-- Opening Marker --
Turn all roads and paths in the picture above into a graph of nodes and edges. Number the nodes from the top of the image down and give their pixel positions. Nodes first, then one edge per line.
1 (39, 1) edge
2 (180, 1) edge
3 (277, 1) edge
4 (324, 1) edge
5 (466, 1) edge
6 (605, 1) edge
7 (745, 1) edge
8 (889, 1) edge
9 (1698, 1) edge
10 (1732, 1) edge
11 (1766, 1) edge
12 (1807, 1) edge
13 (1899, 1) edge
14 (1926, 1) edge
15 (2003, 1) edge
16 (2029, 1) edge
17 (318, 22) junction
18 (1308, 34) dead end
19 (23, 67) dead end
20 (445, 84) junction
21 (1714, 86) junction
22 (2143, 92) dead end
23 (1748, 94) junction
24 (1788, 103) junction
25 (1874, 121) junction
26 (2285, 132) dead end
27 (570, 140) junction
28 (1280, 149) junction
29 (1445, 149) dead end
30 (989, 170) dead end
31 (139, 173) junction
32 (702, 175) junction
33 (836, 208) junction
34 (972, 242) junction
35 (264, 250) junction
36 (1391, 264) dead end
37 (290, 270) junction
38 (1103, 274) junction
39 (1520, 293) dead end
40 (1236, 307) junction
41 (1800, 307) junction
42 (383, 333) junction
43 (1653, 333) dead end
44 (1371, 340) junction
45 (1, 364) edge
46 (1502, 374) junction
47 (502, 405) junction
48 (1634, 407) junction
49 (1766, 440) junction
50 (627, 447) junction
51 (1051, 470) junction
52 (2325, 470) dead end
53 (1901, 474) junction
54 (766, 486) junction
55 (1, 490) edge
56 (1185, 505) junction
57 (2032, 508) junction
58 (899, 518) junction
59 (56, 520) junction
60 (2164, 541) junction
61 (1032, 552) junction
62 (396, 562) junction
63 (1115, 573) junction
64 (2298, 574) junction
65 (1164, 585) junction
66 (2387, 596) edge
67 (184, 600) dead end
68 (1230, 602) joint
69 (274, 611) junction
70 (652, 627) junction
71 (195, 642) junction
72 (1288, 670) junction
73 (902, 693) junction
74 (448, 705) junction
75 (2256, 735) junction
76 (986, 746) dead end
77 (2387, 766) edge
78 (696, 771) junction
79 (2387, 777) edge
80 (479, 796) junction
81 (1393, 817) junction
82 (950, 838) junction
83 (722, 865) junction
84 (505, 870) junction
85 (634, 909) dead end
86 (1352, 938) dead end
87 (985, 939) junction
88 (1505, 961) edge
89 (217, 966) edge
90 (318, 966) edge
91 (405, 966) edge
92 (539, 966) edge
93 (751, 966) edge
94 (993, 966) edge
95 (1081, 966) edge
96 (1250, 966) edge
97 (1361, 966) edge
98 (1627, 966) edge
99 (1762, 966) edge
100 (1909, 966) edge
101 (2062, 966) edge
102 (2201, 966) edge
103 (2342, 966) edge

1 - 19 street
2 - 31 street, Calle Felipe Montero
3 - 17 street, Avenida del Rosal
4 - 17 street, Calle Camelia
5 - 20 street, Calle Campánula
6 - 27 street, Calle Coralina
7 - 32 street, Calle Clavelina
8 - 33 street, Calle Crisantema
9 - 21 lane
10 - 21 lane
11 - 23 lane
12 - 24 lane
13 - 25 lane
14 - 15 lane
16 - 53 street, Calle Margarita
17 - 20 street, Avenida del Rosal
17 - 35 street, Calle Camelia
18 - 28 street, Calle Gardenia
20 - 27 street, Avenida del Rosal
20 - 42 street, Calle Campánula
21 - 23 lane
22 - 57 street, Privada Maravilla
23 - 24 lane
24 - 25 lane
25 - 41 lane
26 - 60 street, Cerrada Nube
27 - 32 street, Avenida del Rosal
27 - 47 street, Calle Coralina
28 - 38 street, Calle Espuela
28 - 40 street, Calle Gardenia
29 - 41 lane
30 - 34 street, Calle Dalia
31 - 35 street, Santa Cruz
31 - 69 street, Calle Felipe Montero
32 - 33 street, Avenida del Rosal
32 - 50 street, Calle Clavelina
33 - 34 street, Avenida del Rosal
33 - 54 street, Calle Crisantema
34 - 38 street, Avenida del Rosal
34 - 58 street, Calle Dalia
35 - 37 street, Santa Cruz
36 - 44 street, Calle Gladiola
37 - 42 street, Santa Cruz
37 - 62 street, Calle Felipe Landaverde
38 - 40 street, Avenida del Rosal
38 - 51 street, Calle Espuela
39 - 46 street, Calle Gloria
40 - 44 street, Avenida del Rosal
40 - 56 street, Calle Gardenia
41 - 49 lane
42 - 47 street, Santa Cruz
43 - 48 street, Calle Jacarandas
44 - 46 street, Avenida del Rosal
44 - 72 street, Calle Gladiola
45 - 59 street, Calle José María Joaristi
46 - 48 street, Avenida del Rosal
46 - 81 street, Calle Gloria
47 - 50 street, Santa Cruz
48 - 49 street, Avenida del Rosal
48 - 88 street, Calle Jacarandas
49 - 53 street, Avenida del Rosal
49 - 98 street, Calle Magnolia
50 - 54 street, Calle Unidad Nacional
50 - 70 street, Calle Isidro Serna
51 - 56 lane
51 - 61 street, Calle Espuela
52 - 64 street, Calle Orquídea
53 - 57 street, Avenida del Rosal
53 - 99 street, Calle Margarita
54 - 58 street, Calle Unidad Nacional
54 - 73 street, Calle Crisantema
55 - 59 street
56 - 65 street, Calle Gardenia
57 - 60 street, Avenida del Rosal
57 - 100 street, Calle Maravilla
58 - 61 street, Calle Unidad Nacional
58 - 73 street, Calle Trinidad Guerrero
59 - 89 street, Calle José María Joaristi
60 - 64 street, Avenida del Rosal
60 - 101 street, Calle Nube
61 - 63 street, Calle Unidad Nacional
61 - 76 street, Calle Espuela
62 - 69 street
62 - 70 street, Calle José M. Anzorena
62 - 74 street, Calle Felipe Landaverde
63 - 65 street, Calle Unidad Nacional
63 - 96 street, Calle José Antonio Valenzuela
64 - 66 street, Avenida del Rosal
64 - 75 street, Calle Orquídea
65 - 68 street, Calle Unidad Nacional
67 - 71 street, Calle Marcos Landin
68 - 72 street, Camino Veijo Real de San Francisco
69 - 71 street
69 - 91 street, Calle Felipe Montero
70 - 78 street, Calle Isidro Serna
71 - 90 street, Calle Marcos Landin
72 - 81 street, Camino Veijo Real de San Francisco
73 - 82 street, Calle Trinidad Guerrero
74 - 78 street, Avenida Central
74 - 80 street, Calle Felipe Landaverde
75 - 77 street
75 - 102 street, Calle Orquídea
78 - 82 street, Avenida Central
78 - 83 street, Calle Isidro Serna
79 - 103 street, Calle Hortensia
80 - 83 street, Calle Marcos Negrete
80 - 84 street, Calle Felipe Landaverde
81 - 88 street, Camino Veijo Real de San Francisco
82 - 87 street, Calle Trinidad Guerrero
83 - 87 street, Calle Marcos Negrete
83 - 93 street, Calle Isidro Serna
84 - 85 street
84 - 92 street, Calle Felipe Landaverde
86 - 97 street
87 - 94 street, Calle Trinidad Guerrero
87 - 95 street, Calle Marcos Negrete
-- Closing Marker --
Each line above where the word "Crisantema" occurs should be returned in full.

Answer to this task >>
8 - 33 street, Calle Crisantema
33 - 54 street, Calle Crisantema
54 - 73 street, Calle Crisantema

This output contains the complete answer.